Exercise :: Count the lines in the data below that include the word "paths", then state the total and nothing besides.

Records ::
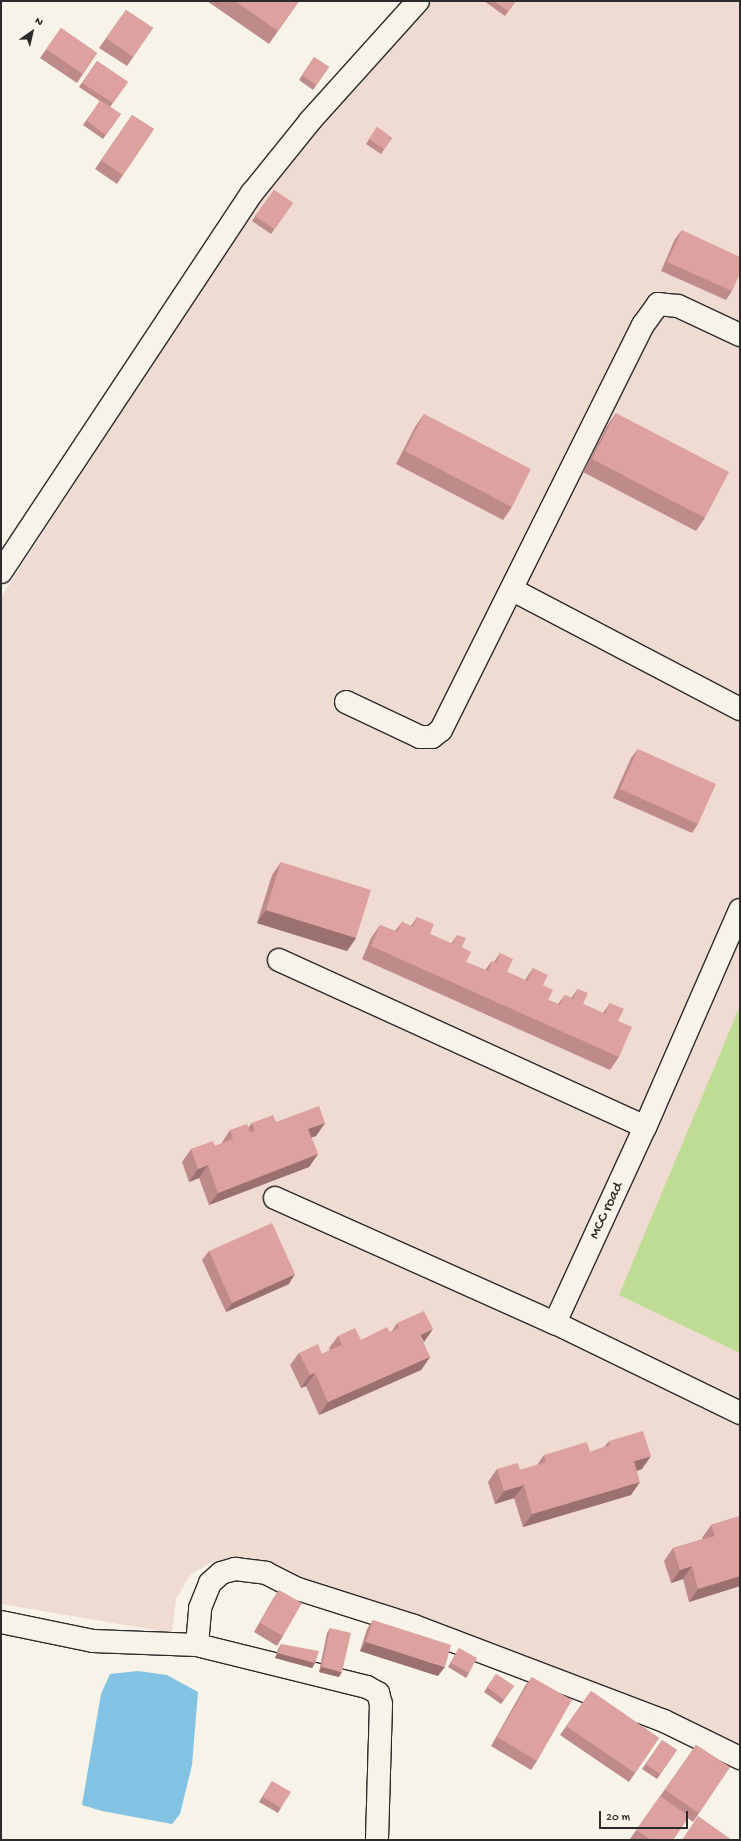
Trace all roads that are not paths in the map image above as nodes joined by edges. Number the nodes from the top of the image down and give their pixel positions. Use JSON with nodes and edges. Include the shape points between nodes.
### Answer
{"nodes":[{"id":1,"x":418,"y":1,"type":"edge"},
{"id":2,"x":740,"y":335,"type":"edge"},
{"id":3,"x":1,"y":572,"type":"edge"},
{"id":4,"x":513,"y":590,"type":"junction"},
{"id":5,"x":346,"y":702,"type":"dead end"},
{"id":6,"x":740,"y":709,"type":"edge"},
{"id":7,"x":740,"y":910,"type":"edge"},
{"id":8,"x":279,"y":960,"type":"dead end"},
{"id":9,"x":645,"y":1127,"type":"junction"},
{"id":10,"x":275,"y":1198,"type":"dead end"},
{"id":11,"x":555,"y":1323,"type":"junction"},
{"id":12,"x":740,"y":1412,"type":"edge"},
{"id":13,"x":1,"y":1622,"type":"edge"},
{"id":14,"x":197,"y":1645,"type":"junction"},
{"id":15,"x":740,"y":1758,"type":"edge"},
{"id":16,"x":377,"y":1840,"type":"edge"}],
"edges":[{"from":1,"to":3,"type":"street","via":[[310,121],[252,193]]},
{"from":2,"to":4,"type":"street","via":[[678,306],[658,304],[643,325]]},
{"from":4,"to":5,"type":"street","via":[[441,730],[432,737],[420,737]]},
{"from":4,"to":6,"type":"street"},
{"from":7,"to":9,"type":"street","name":"MCC road"},
{"from":8,"to":9,"type":"street"},
{"from":9,"to":11,"type":"street","name":"MCC road"},
{"from":10,"to":11,"type":"street"},
{"from":11,"to":12,"type":"street"},
{"from":13,"to":14,"type":"street","via":[[93,1641]]},
{"from":14,"to":15,"type":"street","via":[[200,1608],[210,1583],[221,1573],[235,1569],[266,1573],[298,1589],[414,1626],[664,1721]]},
{"from":14,"to":16,"type":"street","via":[[367,1687],[378,1693],[381,1704]]}]}
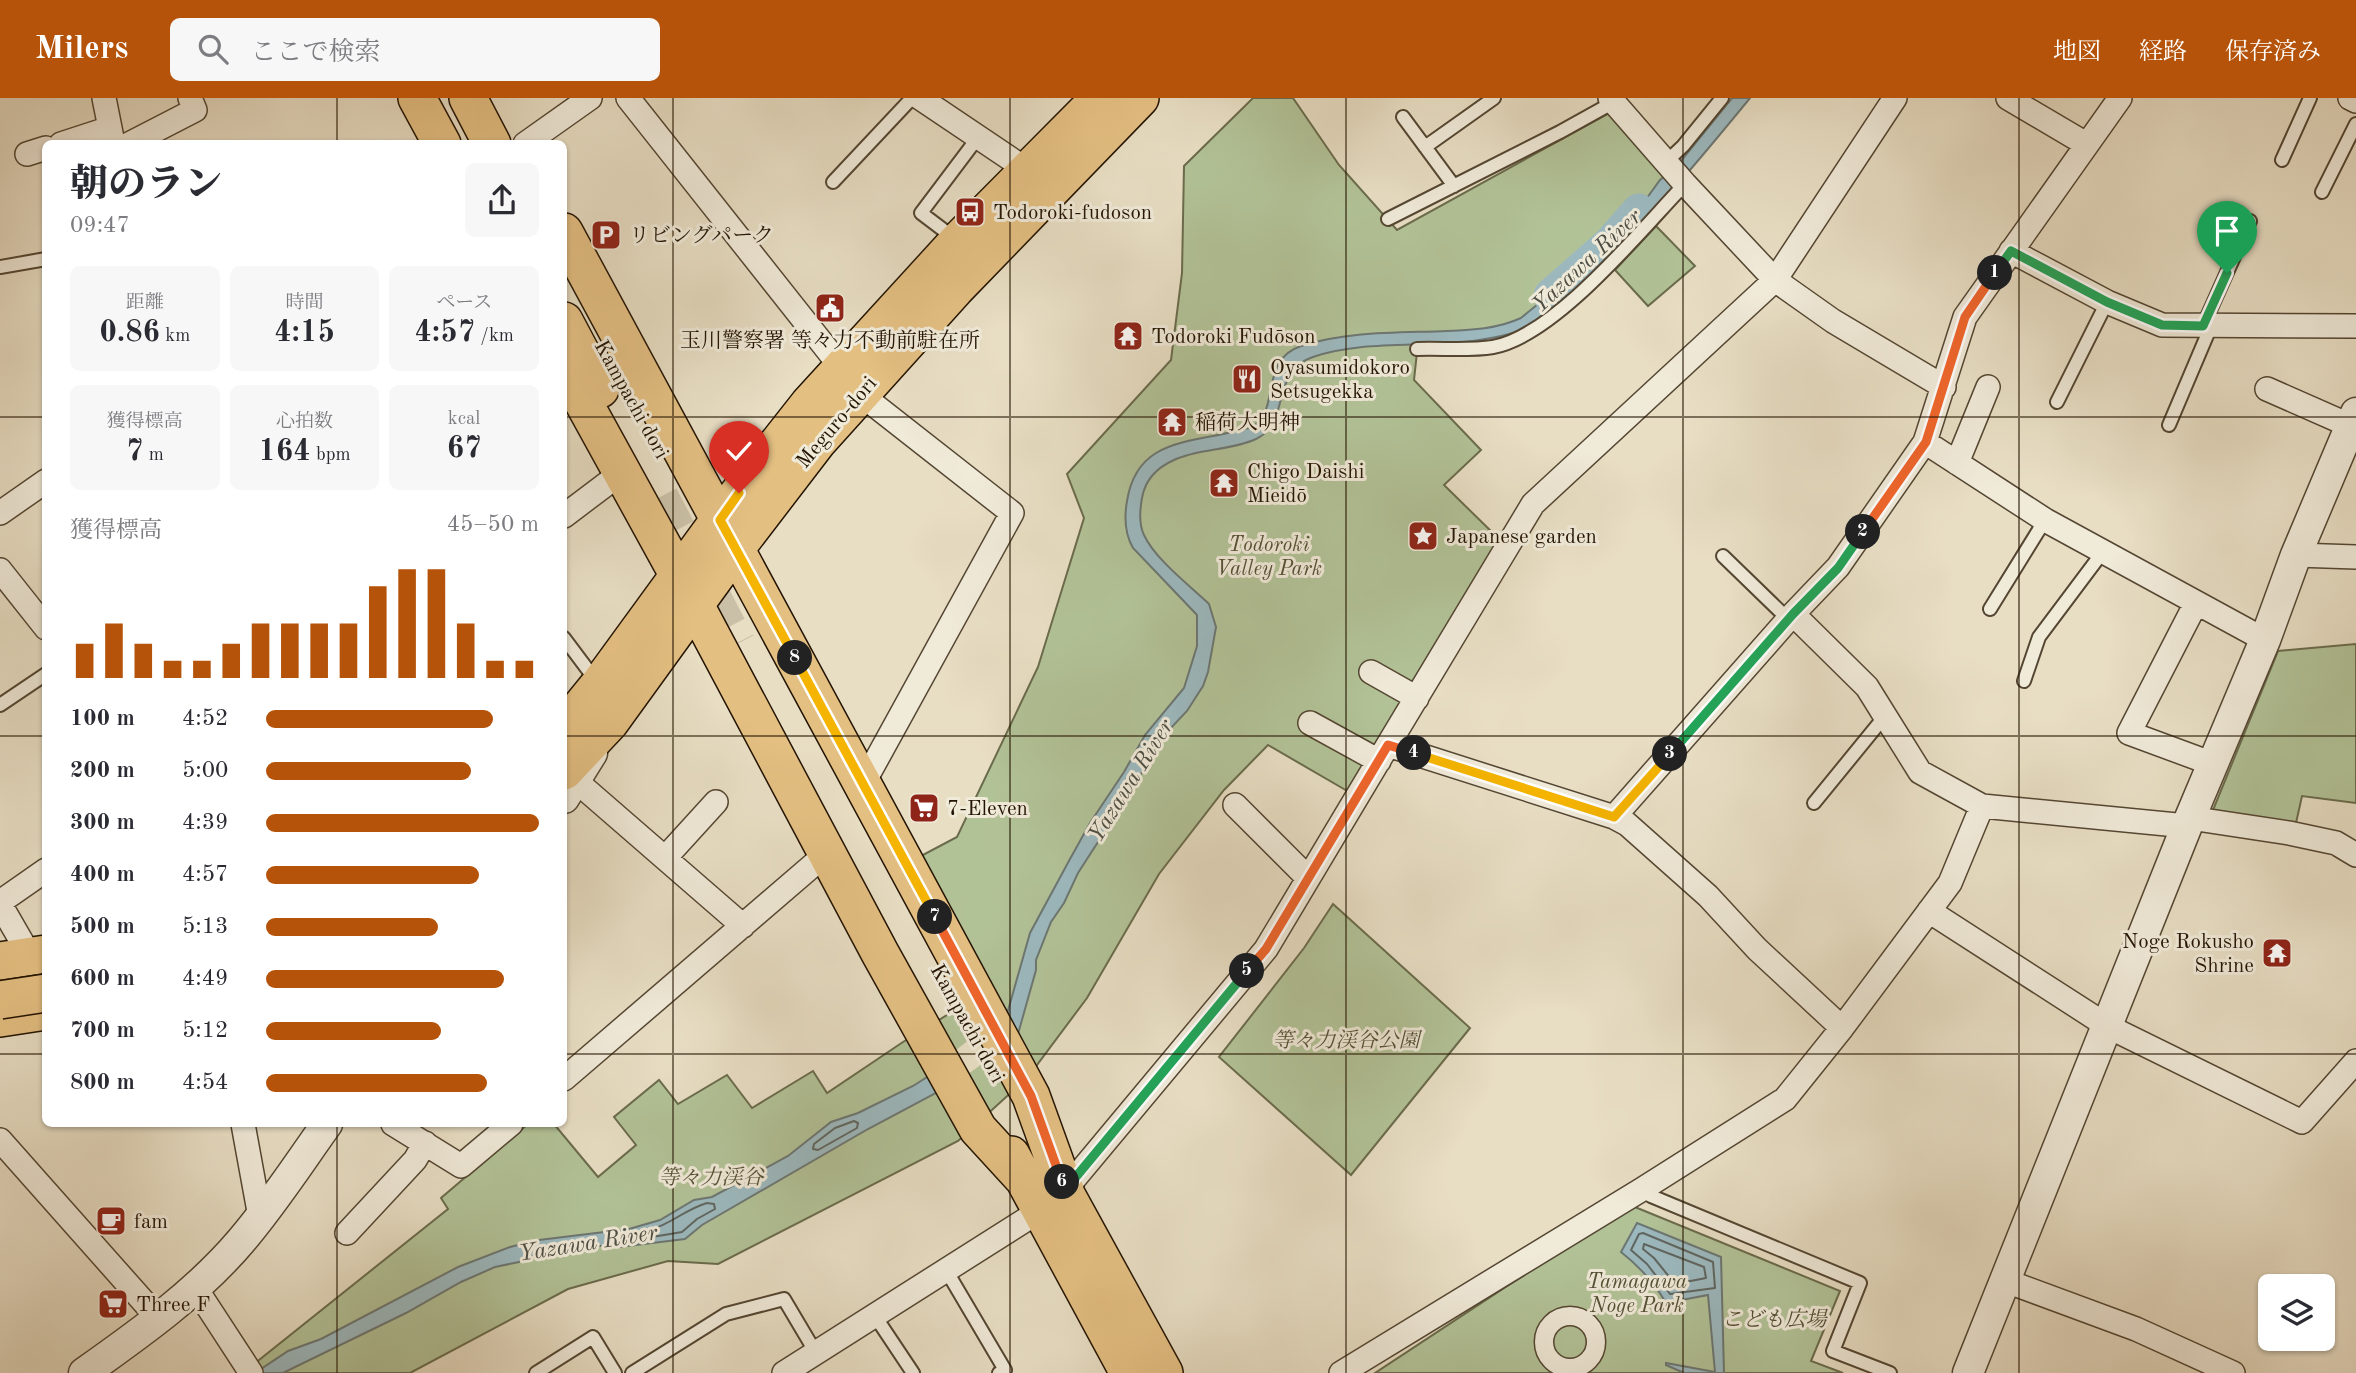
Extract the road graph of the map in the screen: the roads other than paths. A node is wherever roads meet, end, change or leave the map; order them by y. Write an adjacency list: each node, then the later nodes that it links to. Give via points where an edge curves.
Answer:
1 (104, 98): 25 (street)
2 (190, 98): 25 (street, via 195,110)
3 (417, 98): 27 (main road)
4 (442, 98): 28 (main road)
5 (468, 98): 29 (main road)
6 (492, 98): 30 (main road)
7 (590, 98): 31 (street)
8 (628, 98): 55 (street)
9 (912, 98): 37 (lane)
10 (920, 98): 24 (street)
11 (1100, 98): 36 (main road, Meguro-dori)
12 (1140, 98): 36 (main road, Meguro-dori)
13 (1494, 98): 33 (lane)
14 (1722, 98): 35 (lane, via 1683,146)
15 (1895, 98): 48 (street)
16 (2008, 98): 32 (street)
17 (2120, 98): 32 (street)
18 (2310, 98): 34 (lane)
19 (2350, 98): 21 (street)
20 (1612, 100): 35 (street); 38 (lane)
21 (2356, 101)
22 (1403, 117): 33 (lane)
23 (2356, 124): 39 (lane)
24 (979, 136): 36 (street); 43 (lane, via 921,213)
25 (116, 137): 26 (street)
26 (92, 140)
27 (440, 140)
28 (465, 140)
29 (490, 140)
30 (514, 140)
31 (532, 140)
32 (2086, 144): 44 (street)
33 (1425, 147): 38 (lane)
34 (2282, 160)
35 (1675, 173): 48 (street); 53 (lane, via 1610,265 1523,336 1493,347)
36 (1040, 179): 43 (main road, Meguro-dori); 55 (main road, Meguro-dori)
37 (833, 182)
38 (1454, 186): 40 (lane)
39 (2322, 192)
40 (1388, 219)
41 (2250, 221): 51 (lane)
42 (567, 238): 69 (main road)
43 (957, 240): 55 (main road, Meguro-dori)
44 (2011, 251): 49 (street); 56 (street, via 1965,317)
45 (42, 260): 46 (lane)
46 (0, 267)
47 (567, 280): 50 (main road, Kampachi dori, via 670,492)
48 (1775, 280): 56 (street, via 1833,321); 88 (street, via 1533,504)
49 (2107, 302): 51 (street, via 2162,325); 59 (lane)
50 (567, 326)
51 (2207, 326): 52 (street); 61 (lane)
52 (2356, 326)
53 (1417, 349)
54 (567, 373): 64 (main road)
55 (850, 380): 69 (main road, Meguro-dori, via 818,441); 96 (street, via 1012,513)
56 (1944, 387): 62 (street)
57 (1988, 387): 63 (street)
58 (2267, 389): 60 (street)
59 (2057, 402)
60 (2353, 419): 71 (street)
61 (2169, 425)
62 (1926, 442): 63 (street); 78 (street, via 1838,568)
63 (1957, 463): 68 (street)
64 (621, 473): 67 (street); 75 (main road)
65 (42, 484): 66 (street)
66 (0, 513)
67 (567, 514)
68 (2045, 520): 70 (street); 77 (lane)
69 (728, 534): 75 (main road, Meguro-dori); 96 (main road)
70 (2102, 553): 76 (street); 86 (lane, via 2039,637)
71 (2296, 555): 73 (street); 80 (street)
72 (1723, 556): 78 (lane)
73 (2356, 557)
74 (0, 570): 79 (street)
75 (687, 591): 82 (main road); 83 (main road, Meguro-dori); 87 (main road, Meguro-dori)
76 (2196, 603): 80 (street); 94 (street, via 2129,733)
77 (1990, 609)
78 (1791, 616): 90 (street, via 1867,687); 101 (street)
79 (42, 623)
80 (2265, 640): 94 (street)
81 (567, 642): 87 (lane)
82 (743, 651): 83 (main road, via 714,659 693,649 670,654); 103 (main road); 111 (main road)
83 (648, 669): 95 (main road, Meguro-dori)
84 (1371, 672): 88 (street)
85 (42, 677): 89 (lane)
86 (2024, 681)
87 (599, 685): 92 (main road, Meguro-dori)
88 (1417, 698): 93 (street)
89 (0, 705)
90 (1885, 716): 98 (lane); 100 (street, via 1920,772)
91 (1310, 723): 93 (street)
92 (567, 724)
93 (1383, 753): 101 (street); 107 (street)
94 (2213, 764): 102 (street)
95 (568, 783): 105 (street)
96 (863, 784): 111 (main road)
97 (716, 802): 105 (street)
98 (1814, 803)
99 (1235, 805): 107 (street)
100 (1982, 806): 102 (street); 109 (street, via 1950,883)
101 (1614, 817): 116 (street, via 1708,896 1757,950)
102 (2189, 822): 104 (street, via 2289,833 2336,843); 115 (street)
103 (827, 853): 110 (street); 111 (main road)
104 (2356, 855)
105 (665, 858): 110 (street)
106 (42, 873): 108 (street)
107 (1308, 878): 127 (street, via 1266,949)
108 (0, 903): 112 (street)
109 (1929, 911): 115 (street); 116 (street)
110 (743, 926): 118 (street)
111 (905, 931): 119 (main road); 119 (main road)
112 (30, 962): 113 (main road)
113 (0, 980): 114 (street)
114 (22, 1008)
115 (2109, 1027): 117 (street, via 2302,1122); 131 (street)
116 (1842, 1028): 126 (street, via 1785,1099)
117 (2356, 1062)
118 (567, 1076)
119 (1004, 1113): 127 (main road, Kampachi dori); 127 (main road, Kampachi dori, via 1022,1177)
120 (244, 1127): 128 (street)
121 (325, 1127): 128 (street)
122 (398, 1127): 125 (street)
123 (507, 1127): 125 (street, via 461,1166)
124 (0, 1140): 134 (street)
125 (425, 1143): 129 (street, via 415,1160)
126 (1642, 1190): 146 (street); 147 (lane, via 1860,1283 1833,1351)
127 (1053, 1200): 130 (street); 144 (main road, Kampachi dori); 145 (main road, Kampachi dori)
128 (260, 1217): 132 (street)
129 (347, 1233)
130 (946, 1270): 133 (street); 143 (lane, via 1005,1370)
131 (2006, 1281): 148 (street); 149 (street, via 2136,1329)
132 (195, 1287): 134 (street); 136 (street)
133 (875, 1316): 135 (street); 142 (lane)
134 (159, 1318): 137 (street)
135 (816, 1353): 140 (lane, via 784,1299 726,1314); 141 (street)
136 (249, 1371)
137 (84, 1373)
138 (536, 1373): 139 (lane, via 593,1337)
139 (615, 1373)
140 (632, 1373)
141 (784, 1373)
142 (914, 1373)
143 (999, 1373)
144 (1129, 1373)
145 (1164, 1373)
146 (1341, 1373)
147 (1890, 1373)
148 (1968, 1373)
149 (2233, 1373)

Result of the task :: 2